江云亭收回目光,向劉舒意歉意地笑了笑,繼續道,“我一直待在府里,倒不知朝上發生了何事。”
劉舒意低聲道,“今早朝堂上還在爭論如何處置崇王,雖說崇王被禁足半年,但以皇上對崇王的寵愛,想必關不了多久。”
“小王爺,有句話不知我當講不當講?”江云亭突然道。
“和我說話客氣什么,云亭你就是太客氣了,你叫我名字就好,叫什么小王爺。”劉舒意從江云亭口中聽到“小王爺”這三個十分刺耳,立刻順勢糾正。
“好,那我便說了,”江云亭的聲音也低了低,“你我雖然是同盟,但我并不知舒意你是哪一派系的人。要是是崇王的……我暫時不能相信你。”
劉舒意松了口氣,事關奪嫡大事,還是控制不住的人靠譜些,這么想著,他出手比了個三,道,“我身后的是平王。”
“平王?”江云亭驚訝的瞪大眼睛,其實心里卻暗暗翻了個白眼。
“正是。”劉舒意微笑著點頭。
江云亭突然冷笑一聲,“舒意真的是把我當外人,京城誰不知道你姑母是六皇子的生母。”
劉舒意拿著杯子喝了口酒,“我半點沒糊弄你的意思,姑母在宮中生活艱難,我豫王府和六皇子一并投靠了平王。”
江云亭恍然道,“沒看出來,你們家竟然會效忠平王。”
劉舒意把聲音提高了些,“云亭,冉閣老出手清君之側,你覺得朝中瘴氣何時能消?”
江云亭笑了笑,“不會讓你等久,朝中心懷正義之人都在觀望,出手之時誰會一招凈出,我與外公下棋時,他老人家總喜歡藏幾把。不顯山,不露水,棋局已在他掌握之中。”他不知道外公手上還有沒有證據,但他知道歷史的結果。
“棋局?”劉舒意意示了一下。
“正是棋局。”江云亭點頭。
“好一個棋局。”劉舒意聽聞一喜,舉杯道,“讓我們為棋局干一杯。”
江云亭舉起茶杯,“干。”
兩只杯子在半空碰撞。
這兩人在這邊碰杯,聽完說書的鄭少鍇三人回來了。
王珂問道,“云亭你不去聽你外公的事?”
江云亭笑了笑,“來的路上已經聽過許多了。”
王珂露出一個了然的表情,“我就說你怎么來晚了,原來是一個人聽書去了。”
江云亭無法,再次舉起茶杯,“我以茶待酒,認罰一杯。”
趙陽挑挑眉,“這還差不多。”
鄭少鍇覺得在酒樓吃飯實在沒勁,不由坐在椅子上晃了晃腿,“下午去哪玩?你們幾個武館去不?”
幾人鄙視道,“又去武館,你能有點新意嗎?”
江云亭又轉頭看向窗外,突然問道,“少鍇,你武藝如何?”
“在京城里當然是數一數二的高手。”鄭少鍇自信地彎起了一只胳膊,“就比如你們四個加一起都打不贏我。”
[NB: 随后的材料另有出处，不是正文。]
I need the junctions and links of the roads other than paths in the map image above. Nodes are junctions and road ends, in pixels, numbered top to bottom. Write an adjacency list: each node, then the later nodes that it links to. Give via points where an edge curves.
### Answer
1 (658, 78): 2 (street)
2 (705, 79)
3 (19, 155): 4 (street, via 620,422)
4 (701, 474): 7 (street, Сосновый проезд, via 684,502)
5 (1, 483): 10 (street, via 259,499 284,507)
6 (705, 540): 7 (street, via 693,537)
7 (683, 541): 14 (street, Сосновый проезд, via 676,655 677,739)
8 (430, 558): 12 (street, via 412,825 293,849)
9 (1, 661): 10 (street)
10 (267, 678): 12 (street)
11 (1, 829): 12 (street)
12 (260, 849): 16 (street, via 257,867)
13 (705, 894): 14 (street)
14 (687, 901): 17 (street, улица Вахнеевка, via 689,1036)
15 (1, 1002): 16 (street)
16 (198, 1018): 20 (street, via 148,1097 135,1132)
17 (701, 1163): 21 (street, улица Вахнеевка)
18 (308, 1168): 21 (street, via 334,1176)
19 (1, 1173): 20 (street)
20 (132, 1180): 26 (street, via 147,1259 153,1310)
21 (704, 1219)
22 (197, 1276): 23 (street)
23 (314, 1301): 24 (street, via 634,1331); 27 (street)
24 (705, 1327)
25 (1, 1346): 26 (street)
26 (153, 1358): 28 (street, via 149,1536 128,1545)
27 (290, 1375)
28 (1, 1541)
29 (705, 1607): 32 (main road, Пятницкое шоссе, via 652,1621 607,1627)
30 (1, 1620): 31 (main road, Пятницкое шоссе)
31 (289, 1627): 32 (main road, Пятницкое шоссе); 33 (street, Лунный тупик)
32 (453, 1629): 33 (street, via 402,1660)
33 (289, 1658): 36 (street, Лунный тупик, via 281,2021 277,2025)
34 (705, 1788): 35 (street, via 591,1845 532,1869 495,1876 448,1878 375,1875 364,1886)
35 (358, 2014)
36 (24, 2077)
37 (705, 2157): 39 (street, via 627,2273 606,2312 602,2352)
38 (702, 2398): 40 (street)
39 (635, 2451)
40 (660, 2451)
劉舒意喝酒不語,王珂和趙陽:“切,你就吹吧。公主武試那次是你運氣好而已,去參加的人只有文狀元可沒有一個武狀元。”
鄭少鍇抬抬下巴,一副不與你們計較的樣子,又問道,“云亭你問這個有事?”
江云亭轉頭向鄭少鍇笑了笑,“或許有人需要你松松筋骨。”
四人一愣,紛紛走到窗邊。劉舒意之前看過一次并沒有發現什么不對勁的地方,可再一次看窗外,卻發現太白樓樓下埋伏了好些人,他驚訝道,“云亭這些人是沖著你來的?”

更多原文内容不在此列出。